§ **Problem to solve**:
Could you please find each line in the records that contains the word "hand" and copy it?

§ **Records for processing**:
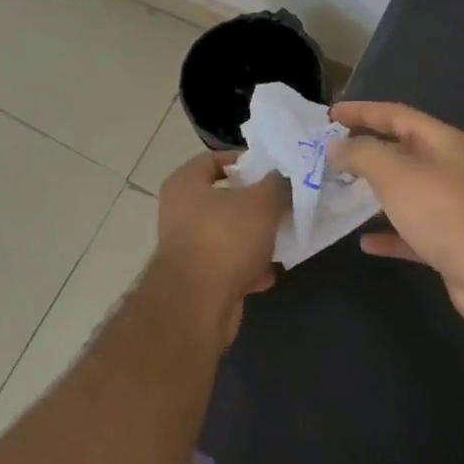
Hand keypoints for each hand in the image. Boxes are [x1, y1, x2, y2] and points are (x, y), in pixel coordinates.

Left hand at [154, 152, 286, 341]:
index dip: (243, 162)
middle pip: (222, 199)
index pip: (212, 159)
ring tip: (281, 240)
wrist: (198, 304)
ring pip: (227, 234)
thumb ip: (277, 184)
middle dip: (254, 204)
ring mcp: (185, 246)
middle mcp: (179, 211)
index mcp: (185, 184)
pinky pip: (226, 265)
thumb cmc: (225, 239)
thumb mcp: (261, 203)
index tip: (271, 170)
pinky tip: (268, 275)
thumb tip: (284, 176)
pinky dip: (247, 269)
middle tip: (282, 205)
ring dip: (254, 239)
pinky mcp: (195, 278)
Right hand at [326, 102, 463, 337]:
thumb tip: (335, 148)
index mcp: (442, 143)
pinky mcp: (450, 243)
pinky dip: (387, 233)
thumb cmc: (446, 213)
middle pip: (400, 151)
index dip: (362, 111)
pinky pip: (410, 231)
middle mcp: (449, 169)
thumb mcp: (395, 174)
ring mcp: (451, 207)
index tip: (329, 115)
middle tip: (327, 153)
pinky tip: (364, 242)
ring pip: (404, 192)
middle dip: (364, 150)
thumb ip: (361, 154)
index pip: (396, 115)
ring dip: (372, 191)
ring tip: (337, 192)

§ **Written response**:
Hand keypoints for each hand in the image. Boxes are [x1, y1, x2, y2] and points are (x, y), in pixel coordinates.
Left hand at [154, 152, 286, 341]:
Right hand at [326, 102, 463, 337]:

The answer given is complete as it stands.